RAW DATA
* * * * *

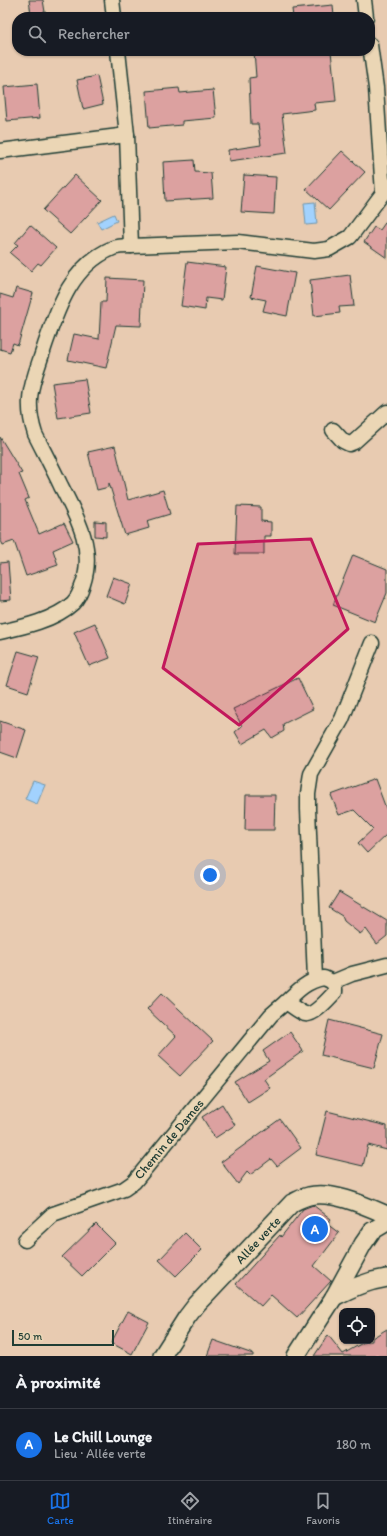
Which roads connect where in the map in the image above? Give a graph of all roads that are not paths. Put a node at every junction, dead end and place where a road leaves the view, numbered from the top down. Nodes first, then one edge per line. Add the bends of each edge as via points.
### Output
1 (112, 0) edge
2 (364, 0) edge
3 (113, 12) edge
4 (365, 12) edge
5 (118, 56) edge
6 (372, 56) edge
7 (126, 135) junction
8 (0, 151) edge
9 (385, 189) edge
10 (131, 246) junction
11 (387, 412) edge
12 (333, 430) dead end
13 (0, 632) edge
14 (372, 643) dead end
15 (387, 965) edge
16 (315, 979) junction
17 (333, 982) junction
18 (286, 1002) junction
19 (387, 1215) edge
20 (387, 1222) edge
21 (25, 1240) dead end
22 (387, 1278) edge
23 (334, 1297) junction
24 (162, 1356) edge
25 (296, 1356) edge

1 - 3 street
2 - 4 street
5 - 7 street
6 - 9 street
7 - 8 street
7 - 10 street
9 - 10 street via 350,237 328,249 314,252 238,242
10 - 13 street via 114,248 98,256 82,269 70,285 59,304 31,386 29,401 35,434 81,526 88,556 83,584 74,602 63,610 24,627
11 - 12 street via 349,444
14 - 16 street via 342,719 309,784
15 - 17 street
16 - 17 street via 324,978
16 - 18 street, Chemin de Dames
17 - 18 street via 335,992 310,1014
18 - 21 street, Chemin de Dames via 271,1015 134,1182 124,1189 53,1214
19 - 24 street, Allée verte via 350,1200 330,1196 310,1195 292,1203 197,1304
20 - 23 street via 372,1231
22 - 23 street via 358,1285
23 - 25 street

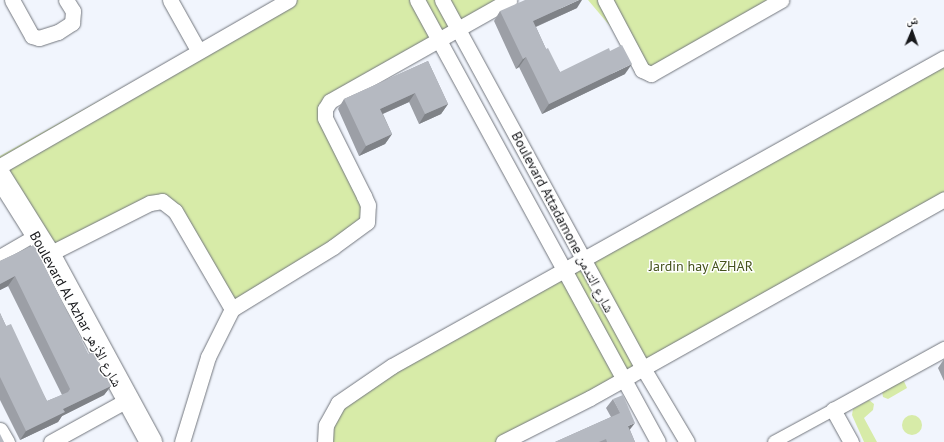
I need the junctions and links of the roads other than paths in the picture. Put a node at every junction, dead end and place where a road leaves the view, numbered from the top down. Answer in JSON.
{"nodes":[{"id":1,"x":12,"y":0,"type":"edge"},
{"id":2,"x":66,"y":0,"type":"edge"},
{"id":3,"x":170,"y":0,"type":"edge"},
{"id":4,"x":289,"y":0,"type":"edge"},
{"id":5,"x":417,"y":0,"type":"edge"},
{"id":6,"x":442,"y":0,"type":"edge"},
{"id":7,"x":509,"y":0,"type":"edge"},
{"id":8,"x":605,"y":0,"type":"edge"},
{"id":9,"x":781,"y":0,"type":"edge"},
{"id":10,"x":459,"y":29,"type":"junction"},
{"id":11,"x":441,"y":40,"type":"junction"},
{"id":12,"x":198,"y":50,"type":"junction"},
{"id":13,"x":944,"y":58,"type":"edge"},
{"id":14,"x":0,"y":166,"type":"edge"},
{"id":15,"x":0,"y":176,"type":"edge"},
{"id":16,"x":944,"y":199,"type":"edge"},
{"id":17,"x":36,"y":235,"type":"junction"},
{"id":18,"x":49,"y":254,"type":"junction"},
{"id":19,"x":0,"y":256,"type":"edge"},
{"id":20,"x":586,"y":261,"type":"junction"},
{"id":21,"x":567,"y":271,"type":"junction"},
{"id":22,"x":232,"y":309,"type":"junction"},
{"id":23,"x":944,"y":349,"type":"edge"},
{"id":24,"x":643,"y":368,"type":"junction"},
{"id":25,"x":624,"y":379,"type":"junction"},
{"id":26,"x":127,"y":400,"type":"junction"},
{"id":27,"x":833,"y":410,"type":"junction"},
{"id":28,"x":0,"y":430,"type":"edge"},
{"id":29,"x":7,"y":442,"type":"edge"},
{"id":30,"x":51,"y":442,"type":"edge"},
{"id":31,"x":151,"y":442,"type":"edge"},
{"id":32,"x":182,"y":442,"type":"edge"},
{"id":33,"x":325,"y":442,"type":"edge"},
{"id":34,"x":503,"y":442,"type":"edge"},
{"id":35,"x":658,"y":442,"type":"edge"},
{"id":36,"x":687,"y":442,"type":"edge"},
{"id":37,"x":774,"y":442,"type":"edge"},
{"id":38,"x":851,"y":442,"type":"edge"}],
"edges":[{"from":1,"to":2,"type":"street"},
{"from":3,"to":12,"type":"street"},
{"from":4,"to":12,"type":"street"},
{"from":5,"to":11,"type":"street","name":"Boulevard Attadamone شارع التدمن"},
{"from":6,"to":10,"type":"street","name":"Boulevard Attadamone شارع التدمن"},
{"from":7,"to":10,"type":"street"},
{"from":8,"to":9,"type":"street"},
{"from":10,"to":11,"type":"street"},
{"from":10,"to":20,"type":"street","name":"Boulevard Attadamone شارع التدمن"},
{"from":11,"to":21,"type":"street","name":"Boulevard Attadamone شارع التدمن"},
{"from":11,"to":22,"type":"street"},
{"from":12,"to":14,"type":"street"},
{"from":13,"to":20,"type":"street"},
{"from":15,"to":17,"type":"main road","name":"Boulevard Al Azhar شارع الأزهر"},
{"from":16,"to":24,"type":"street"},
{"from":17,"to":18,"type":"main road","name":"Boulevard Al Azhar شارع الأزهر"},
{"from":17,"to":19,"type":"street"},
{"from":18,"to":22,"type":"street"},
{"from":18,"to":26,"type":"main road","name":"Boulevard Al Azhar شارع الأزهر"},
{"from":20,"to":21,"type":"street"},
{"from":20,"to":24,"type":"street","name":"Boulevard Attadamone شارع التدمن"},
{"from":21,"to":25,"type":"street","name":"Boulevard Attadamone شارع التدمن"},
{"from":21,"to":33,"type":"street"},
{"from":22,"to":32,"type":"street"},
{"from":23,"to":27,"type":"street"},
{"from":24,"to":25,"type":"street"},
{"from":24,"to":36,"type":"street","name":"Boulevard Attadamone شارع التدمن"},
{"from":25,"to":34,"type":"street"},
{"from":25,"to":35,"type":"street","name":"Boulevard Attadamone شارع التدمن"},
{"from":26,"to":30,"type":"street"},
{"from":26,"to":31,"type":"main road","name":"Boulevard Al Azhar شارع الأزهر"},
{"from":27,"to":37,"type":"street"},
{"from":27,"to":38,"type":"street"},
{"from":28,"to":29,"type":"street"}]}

* * * * *

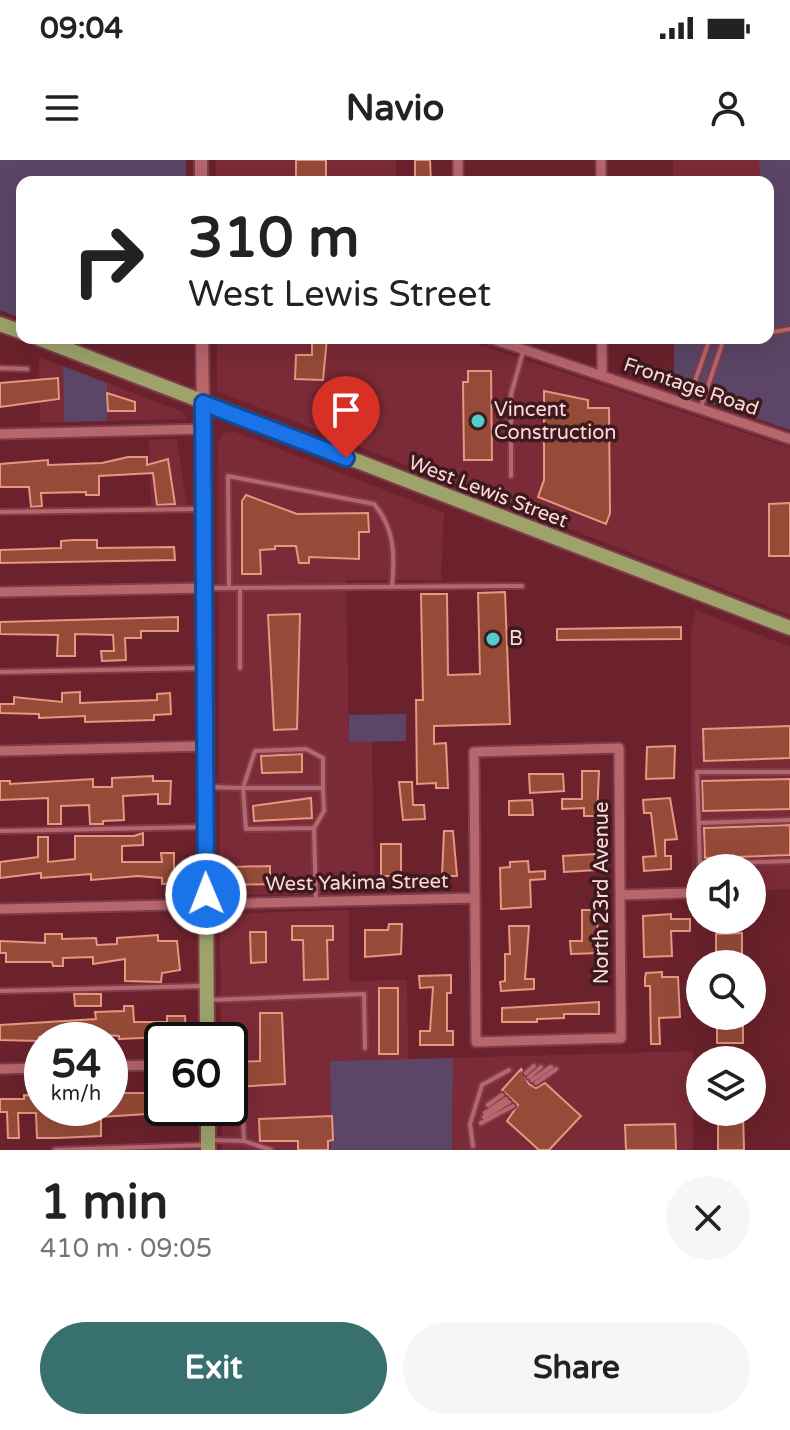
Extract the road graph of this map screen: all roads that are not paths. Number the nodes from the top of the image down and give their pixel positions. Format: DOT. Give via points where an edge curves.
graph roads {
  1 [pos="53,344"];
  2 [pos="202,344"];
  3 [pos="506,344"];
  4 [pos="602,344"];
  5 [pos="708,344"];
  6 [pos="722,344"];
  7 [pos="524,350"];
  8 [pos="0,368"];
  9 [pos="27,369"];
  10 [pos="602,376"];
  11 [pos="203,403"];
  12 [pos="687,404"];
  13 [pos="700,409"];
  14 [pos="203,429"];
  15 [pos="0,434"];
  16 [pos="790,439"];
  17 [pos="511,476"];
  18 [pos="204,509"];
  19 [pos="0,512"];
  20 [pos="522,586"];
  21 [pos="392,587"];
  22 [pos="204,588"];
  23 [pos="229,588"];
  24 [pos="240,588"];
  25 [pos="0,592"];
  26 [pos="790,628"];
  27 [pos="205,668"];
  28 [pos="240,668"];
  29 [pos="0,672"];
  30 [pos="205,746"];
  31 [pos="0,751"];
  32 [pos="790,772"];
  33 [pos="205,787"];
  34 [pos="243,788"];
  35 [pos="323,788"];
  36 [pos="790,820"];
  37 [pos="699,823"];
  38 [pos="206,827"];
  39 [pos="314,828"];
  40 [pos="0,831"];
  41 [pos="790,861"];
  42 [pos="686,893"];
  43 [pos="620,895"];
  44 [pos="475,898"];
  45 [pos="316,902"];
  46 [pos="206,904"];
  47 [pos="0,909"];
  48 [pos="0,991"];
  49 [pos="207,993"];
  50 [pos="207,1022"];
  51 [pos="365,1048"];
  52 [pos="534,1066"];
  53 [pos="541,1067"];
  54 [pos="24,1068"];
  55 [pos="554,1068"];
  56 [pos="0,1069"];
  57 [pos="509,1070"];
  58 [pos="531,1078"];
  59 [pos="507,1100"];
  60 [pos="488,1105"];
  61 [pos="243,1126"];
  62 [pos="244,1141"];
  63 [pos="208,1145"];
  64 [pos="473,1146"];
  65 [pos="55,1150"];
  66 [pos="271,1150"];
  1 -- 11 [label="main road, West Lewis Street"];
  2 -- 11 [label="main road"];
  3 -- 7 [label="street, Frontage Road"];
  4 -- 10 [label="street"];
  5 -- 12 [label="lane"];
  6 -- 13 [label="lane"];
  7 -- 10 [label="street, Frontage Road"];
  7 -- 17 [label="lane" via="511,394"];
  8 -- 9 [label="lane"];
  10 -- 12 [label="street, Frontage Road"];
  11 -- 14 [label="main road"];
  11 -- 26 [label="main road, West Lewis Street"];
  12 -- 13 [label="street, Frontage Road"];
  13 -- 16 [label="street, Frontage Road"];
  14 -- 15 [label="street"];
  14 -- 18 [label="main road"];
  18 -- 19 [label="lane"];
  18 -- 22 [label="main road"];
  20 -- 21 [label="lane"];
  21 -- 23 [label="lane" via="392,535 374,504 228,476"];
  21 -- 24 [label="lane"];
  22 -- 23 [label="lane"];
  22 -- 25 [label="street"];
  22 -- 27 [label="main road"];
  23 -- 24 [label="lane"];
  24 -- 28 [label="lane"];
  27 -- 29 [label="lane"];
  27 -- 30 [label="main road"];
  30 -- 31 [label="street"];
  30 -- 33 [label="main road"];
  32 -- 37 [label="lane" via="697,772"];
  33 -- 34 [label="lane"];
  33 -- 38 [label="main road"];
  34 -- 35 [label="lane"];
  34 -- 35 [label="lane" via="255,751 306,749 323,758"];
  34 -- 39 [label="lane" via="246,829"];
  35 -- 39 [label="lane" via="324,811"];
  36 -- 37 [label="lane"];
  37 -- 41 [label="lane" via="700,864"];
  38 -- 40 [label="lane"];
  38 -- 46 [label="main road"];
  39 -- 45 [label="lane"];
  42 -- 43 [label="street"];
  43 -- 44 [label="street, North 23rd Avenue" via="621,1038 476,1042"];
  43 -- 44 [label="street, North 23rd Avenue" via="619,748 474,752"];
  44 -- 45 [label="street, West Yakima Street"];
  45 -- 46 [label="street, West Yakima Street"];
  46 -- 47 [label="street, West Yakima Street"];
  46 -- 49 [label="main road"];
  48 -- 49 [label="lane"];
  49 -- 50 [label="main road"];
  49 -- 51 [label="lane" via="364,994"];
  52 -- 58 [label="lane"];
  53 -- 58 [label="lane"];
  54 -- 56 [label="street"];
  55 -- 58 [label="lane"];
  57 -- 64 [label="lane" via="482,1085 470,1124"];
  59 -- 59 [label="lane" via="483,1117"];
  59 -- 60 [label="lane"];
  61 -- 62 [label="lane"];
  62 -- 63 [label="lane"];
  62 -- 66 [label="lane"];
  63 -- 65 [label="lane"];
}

* * * * *

Every line of the records that includes the word "West" should be gathered.

YOUR RESPONSE
  1 -- 11 [label="main road, West Lewis Street"];
  11 -- 26 [label="main road, West Lewis Street"];
  44 -- 45 [label="street, West Yakima Street"];
  45 -- 46 [label="street, West Yakima Street"];
  46 -- 47 [label="street, West Yakima Street"];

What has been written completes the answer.